--- SOURCE DATA ---
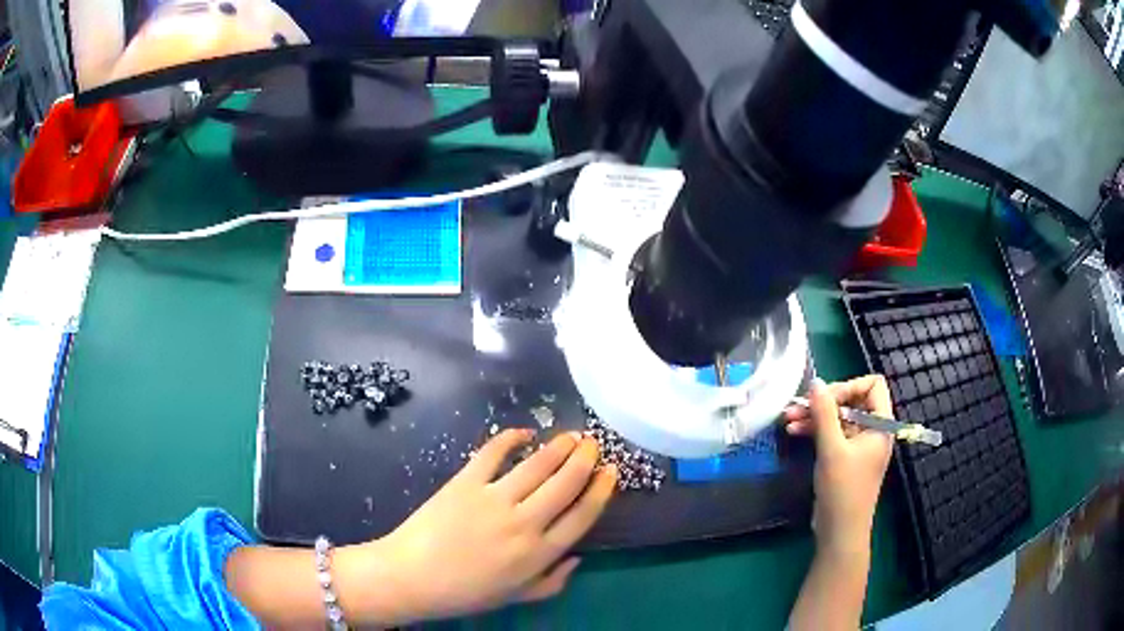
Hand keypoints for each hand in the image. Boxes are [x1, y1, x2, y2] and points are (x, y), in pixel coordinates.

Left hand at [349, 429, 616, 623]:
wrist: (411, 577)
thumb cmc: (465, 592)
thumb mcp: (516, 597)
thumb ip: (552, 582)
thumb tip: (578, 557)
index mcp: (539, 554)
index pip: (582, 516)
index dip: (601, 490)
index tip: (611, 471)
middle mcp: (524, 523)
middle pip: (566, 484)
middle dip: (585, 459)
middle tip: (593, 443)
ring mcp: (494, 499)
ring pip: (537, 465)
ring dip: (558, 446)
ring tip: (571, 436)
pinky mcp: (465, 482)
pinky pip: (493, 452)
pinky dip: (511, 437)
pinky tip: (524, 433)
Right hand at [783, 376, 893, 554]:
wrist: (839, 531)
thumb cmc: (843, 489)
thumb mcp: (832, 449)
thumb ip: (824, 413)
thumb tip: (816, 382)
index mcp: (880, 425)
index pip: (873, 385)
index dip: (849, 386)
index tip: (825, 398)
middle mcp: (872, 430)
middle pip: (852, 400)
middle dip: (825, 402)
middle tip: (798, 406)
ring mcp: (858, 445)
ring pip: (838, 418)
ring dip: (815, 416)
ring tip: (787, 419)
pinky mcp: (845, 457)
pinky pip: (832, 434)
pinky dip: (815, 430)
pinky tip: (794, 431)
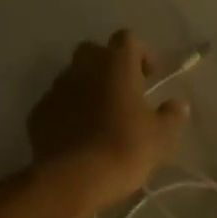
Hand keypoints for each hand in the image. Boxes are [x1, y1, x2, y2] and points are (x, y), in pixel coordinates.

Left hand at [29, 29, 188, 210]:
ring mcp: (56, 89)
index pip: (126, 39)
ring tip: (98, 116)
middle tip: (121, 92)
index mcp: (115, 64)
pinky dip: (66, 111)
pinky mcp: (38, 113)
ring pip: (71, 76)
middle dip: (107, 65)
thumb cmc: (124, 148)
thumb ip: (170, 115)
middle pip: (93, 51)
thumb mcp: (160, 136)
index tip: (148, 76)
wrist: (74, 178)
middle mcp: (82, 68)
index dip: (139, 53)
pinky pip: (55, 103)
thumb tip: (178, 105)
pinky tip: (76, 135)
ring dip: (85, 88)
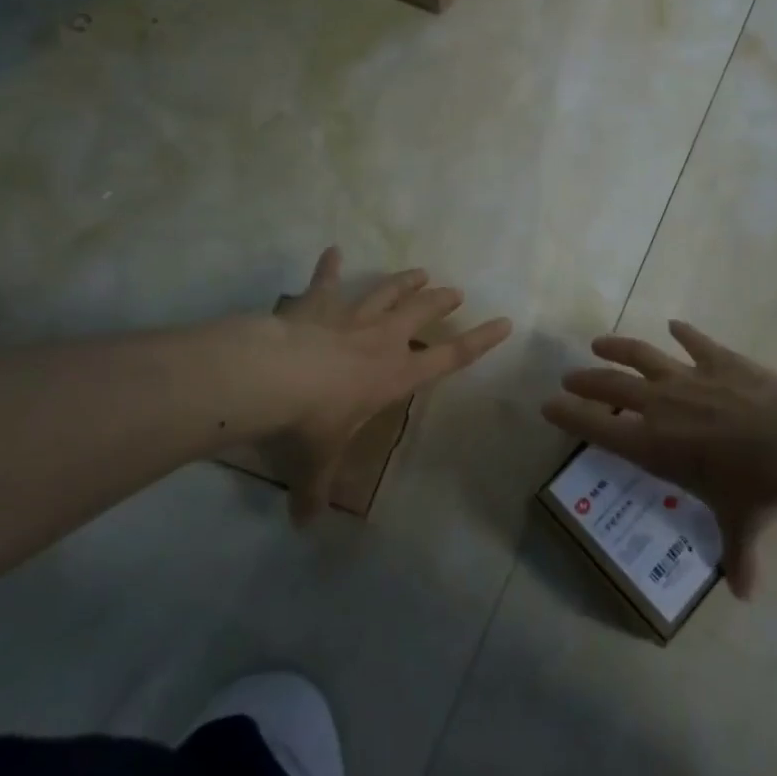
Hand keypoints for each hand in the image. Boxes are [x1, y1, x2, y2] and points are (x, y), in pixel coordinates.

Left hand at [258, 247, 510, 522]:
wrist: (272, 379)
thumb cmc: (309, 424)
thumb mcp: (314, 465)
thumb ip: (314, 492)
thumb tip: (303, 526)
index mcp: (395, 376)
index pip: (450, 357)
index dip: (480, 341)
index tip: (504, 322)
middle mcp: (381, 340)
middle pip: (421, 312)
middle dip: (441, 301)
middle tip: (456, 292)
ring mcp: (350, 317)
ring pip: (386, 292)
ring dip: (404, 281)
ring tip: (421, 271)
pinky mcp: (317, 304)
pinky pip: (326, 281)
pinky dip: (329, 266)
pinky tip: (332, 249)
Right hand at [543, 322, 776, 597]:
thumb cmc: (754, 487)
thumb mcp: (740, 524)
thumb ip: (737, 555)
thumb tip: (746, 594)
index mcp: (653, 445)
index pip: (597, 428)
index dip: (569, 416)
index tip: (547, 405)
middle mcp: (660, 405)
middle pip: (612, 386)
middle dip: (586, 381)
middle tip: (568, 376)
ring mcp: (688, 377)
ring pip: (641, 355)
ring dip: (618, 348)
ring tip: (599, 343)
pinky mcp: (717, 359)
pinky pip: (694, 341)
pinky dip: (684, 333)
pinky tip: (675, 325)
---
--- SOURCE DATA ---
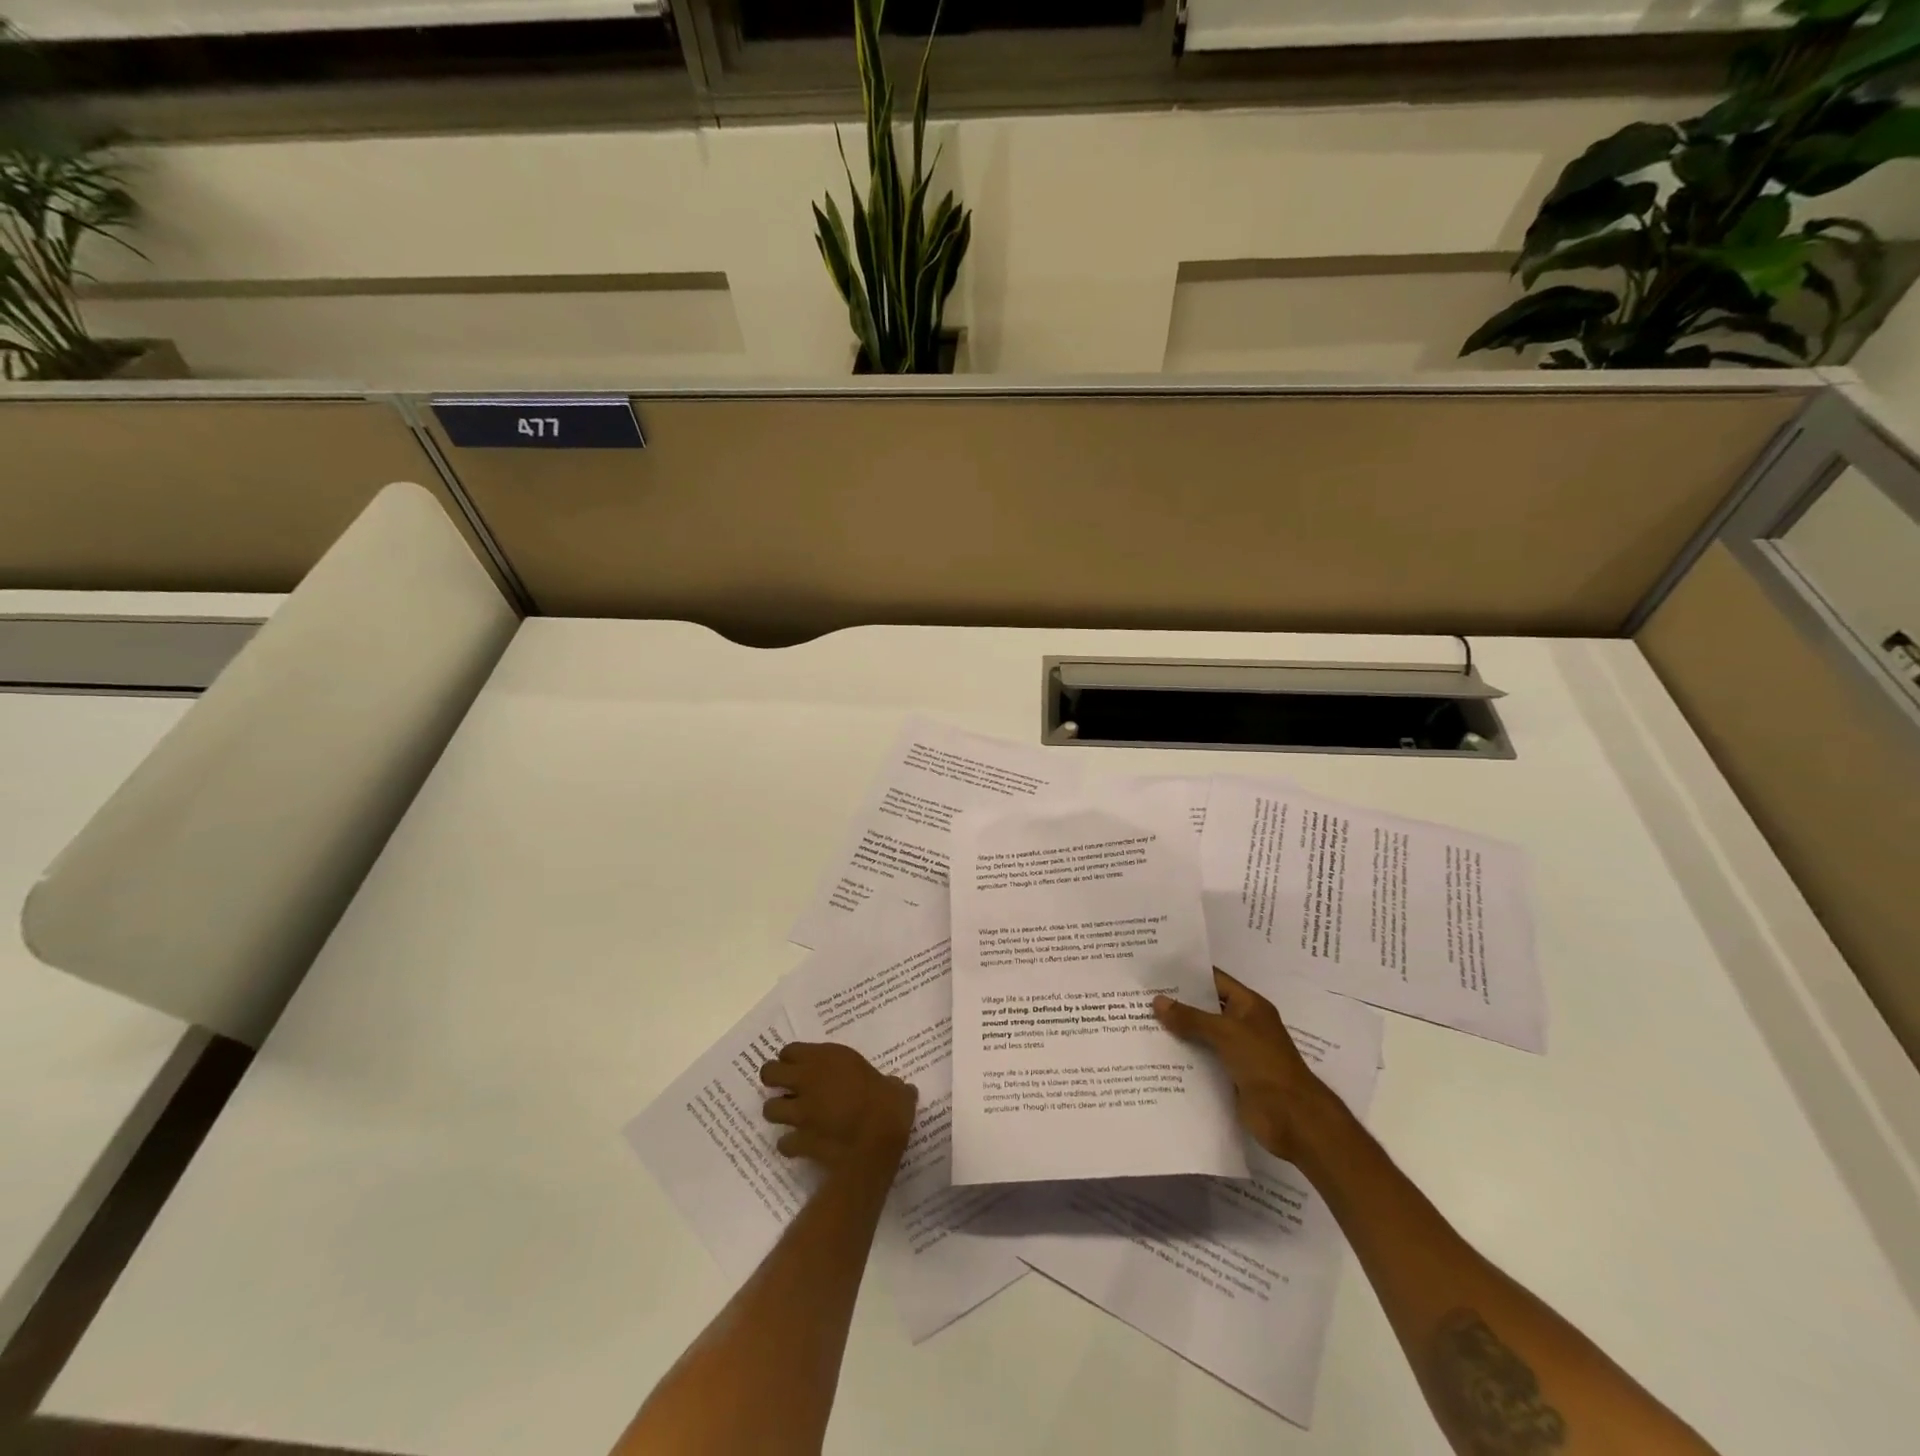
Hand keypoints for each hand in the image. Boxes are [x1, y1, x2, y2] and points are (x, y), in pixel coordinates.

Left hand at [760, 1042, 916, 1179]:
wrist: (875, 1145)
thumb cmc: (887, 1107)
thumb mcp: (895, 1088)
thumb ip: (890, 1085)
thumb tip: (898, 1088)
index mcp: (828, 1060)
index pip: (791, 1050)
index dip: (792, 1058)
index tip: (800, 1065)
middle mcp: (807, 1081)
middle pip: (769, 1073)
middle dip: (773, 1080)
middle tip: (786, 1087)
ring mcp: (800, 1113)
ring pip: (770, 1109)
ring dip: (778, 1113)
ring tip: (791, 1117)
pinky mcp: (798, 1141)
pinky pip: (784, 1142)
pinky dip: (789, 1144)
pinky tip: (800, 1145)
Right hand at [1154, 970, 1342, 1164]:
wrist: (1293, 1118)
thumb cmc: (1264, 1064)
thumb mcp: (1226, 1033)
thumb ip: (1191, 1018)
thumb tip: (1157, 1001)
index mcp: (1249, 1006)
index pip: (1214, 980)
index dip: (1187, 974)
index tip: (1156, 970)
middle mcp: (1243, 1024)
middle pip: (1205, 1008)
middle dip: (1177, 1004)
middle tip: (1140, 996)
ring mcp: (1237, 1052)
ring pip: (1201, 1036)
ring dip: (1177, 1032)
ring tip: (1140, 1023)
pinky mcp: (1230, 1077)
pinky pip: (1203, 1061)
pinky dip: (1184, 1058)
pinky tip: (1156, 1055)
---
### WORK REQUIRED
Using the data above, return the lines from the one holding "ring dip: (815, 416)" through the one holding "middle mcp: (660, 405)" exactly, but not the pictures.

### WRITTEN ANSWER
ring dip: (815, 416)
ring tip: (787, 419)
pinky mcp: (845, 457)
pinky pip: (832, 434)
pinky dip: (815, 430)
pinky tip: (794, 431)
Hand keypoints for each hand in the image. Boxes are [x1, y1, x2, y2] and points are (x, y), in pixel coordinates.

Left hand at [29, 29, 188, 210]:
ring mcp: (56, 89)
index pip: (126, 39)
ring tip: (98, 116)
middle tip: (121, 92)
index mcp: (115, 64)
pinky dip: (66, 111)
pinky mcp: (38, 113)
ring pip: (71, 76)
middle dip: (107, 65)
thumb cmc: (124, 148)
thumb ip: (170, 115)
middle pip: (93, 51)
thumb mcp: (160, 136)
index tip: (148, 76)
wrist: (74, 178)
middle mcp: (82, 68)
index dip: (139, 53)
pinky pip: (55, 103)
thumb tip: (178, 105)
pinky tip: (76, 135)
ring dip: (85, 88)
Hand keypoints for each hand in the image. Boxes are [x1, y1, x2, y2] and points are (x, y), in pixel coordinates.

Left hand at [258, 247, 510, 522]:
wrist: (272, 379)
thumb cmc: (309, 424)
thumb mcp: (314, 465)
thumb ip: (314, 492)
thumb tip: (303, 526)
index mcp: (395, 376)
index pip: (450, 357)
index dip: (480, 341)
index tip: (504, 322)
middle mcp: (381, 340)
middle pip: (421, 312)
middle dip: (441, 301)
middle tip: (456, 292)
ring mcp: (350, 317)
ring pip: (386, 292)
ring dip: (404, 281)
ring tip: (421, 271)
pinky mcp: (317, 304)
pinky pip: (326, 281)
pinky dip: (329, 266)
pinky tip: (332, 249)
Right hand at [543, 322, 776, 597]:
thumb cmc: (754, 487)
thumb mcp: (740, 524)
thumb ip: (737, 555)
thumb tip: (746, 594)
index mcp: (653, 445)
index pip: (597, 428)
index dip: (569, 416)
index tip: (547, 405)
middle mcp: (660, 405)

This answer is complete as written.